Looking like no BMW before it, the i3’s styling has remained faithful to that of the concept car. To this end, such striking features as the black-panel rear, contrasting body panels the drop line in the rear glazing and coupé-like profile that hides a ‘coach’ door arrangement.
Things are similarly futuristic inside with a clean, tiered facia featuring TFT screens for both the binnacle and iDrive displays and an eye-catching two-spoke steering wheel. From what can be ascertained from the pictures, the cabin has a futuristic, minimalist air.
The BMW i3 will be offered with a choice of drivetrains in order to accommodate commuters with differing needs.
The pure EV drivetrain features an electric motor developing 125 kW and 250 N.m mounted on the rear axle. This equates to a 0-100 km/h sprint time of 7,9 seconds with a top speed limited to 150 km/h in the interests of efficiency.
While the motor is light, at 50 kg, the 230 kg lithium-ion battery pack feeding it serves up an everyday operating range of 130-160 km. The ECO PRO drivetrain preset affords an additional 20 km, while driving in ECO PRO+ ekes out another 20 km on top of that.
The range-extender variant mounts a 650 cc petrol motor serving up 25 kW next to the electric motor. Fed by a 9,0-litre tank, the petrol engine acts as a generator that tops up the battery and stretches the i3’s operating range to around 300 km.
The underfloor lithium-ion battery pack comprises eight modules with 12 cells apiece capable of developing 22 kWh of energy with a 360 V rating. In the event of a fault, this arrangement cleverly allows technicians to replace individual modules instead of the whole battery pack.

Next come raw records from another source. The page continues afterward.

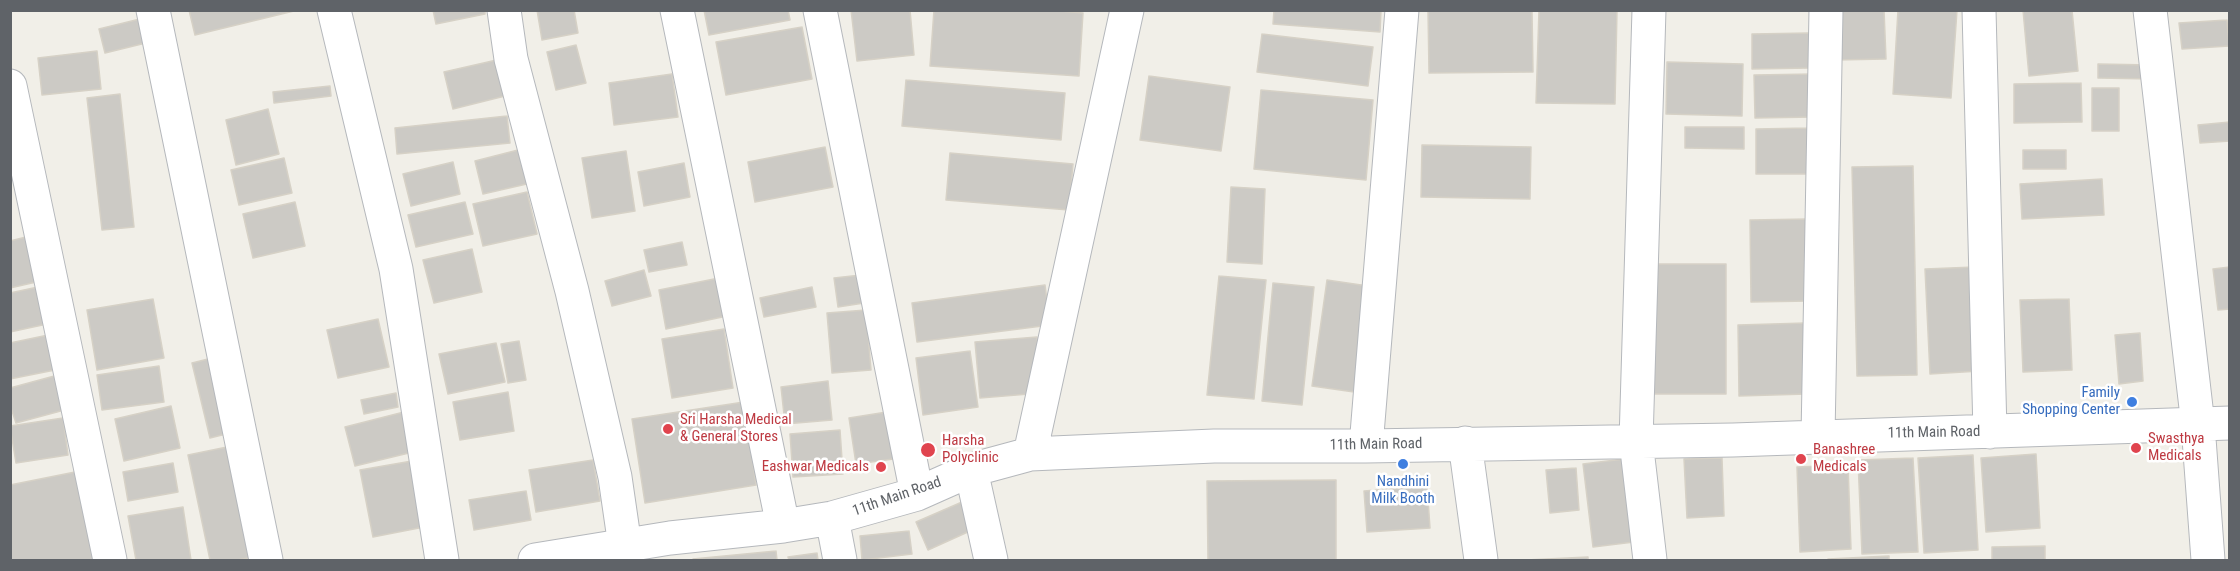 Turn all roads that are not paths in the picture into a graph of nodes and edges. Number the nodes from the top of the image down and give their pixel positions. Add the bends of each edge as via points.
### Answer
1 (153, 10) edge
2 (334, 10) edge
3 (504, 10) edge
4 (677, 10) edge
5 (820, 10) edge
6 (1127, 10) edge
7 (1402, 10) edge
8 (1649, 10) edge
9 (1826, 10) edge
10 (1979, 10) edge
11 (2150, 10) edge
12 (10, 86) edge
13 (2214, 424) edge
14 (1990, 432) junction
15 (1818, 436) junction
16 (1636, 441) junction
17 (1465, 443) junction
18 (1366, 446) junction
19 (1030, 454) junction
20 (971, 470) junction
21 (917, 494) junction
22 (832, 518) junction
23 (783, 526) junction
24 (625, 546) junction
25 (672, 549) edge
26 (110, 561) edge
27 (266, 561) edge
28 (442, 561) edge
29 (536, 561) edge
30 (840, 561) edge
31 (991, 561) edge
32 (1481, 561) edge
33 (1650, 561) edge
34 (2208, 561) edge

1 - 27 street
2 - 28 street via 396,269
3 - 24 street via 511,59 572,291 615,477
4 - 23 street
5 - 21 street
6 - 19 street
7 - 18 street
8 - 16 street
9 - 15 street
10 - 14 street
11 - 13 street
12 - 26 street
13 - 14 street, 11th Main Road
13 - 34 street
14 - 15 street, 11th Main Road
15 - 16 street, 11th Main Road
16 - 17 street, 11th Main Road
16 - 33 street
17 - 18 street, 11th Main Road
17 - 32 street
18 - 19 street, 11th Main Road via 1214,446
19 - 20 street, 11th Main Road
20 - 21 street, 11th Main Road
20 - 31 street
21 - 22 street, 11th Main Road
22 - 23 street, 11th Main Road
22 - 30 street
23 - 25 street, 11th Main Road
24 - 25 street, 11th Main Road
24 - 29 street, 11th Main Road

In both cases a brake energy recuperation system helps to scavenge kinetic energy produced by braking and deceleration. The system also modulates deceleration braking according to the speed at which the vehicle is travelling so as to allow the i3 to ‘coast’ at motorway speeds.
The i3 can be charged from a standard domestic wall outlet in around nine hours, or you can install an i Wallbox that will fully charge the i3 in roughly six hours. An urban EV charging station will charge the i3’s battery up to 80 per cent in half an hour.
Measuring in at 3 999 mm long with a 2 570 mm wheelbase, the i3 is underpinned by BMW’s new LifeDrive platform. According to BMW, this platform features two distinctive elements; a carbon-fibre-reinforced passenger cell (Life) and a section that accommodates all of the eDrive components (Drive).
Similarly, the beauty of the platform is two-fold. As it’s been designed specifically to accommodate EV components, as opposed shoehorning such items into a chassis designed for a conventional combustion engine drivetrain and fuel tank, such cabin-space-sapping items as a drive tunnel and boot-mounted battery compartment don’t hinder practicality. This arrangement also remains true to BMW’s 50:50 front/rear weight distribution proviso while keeping the car’s overall weight down to 1 195 kg.
The i3, along with its high-performance i8 stable mate, will make its way here towards the middle of 2014 at an estimated price of around R450 000.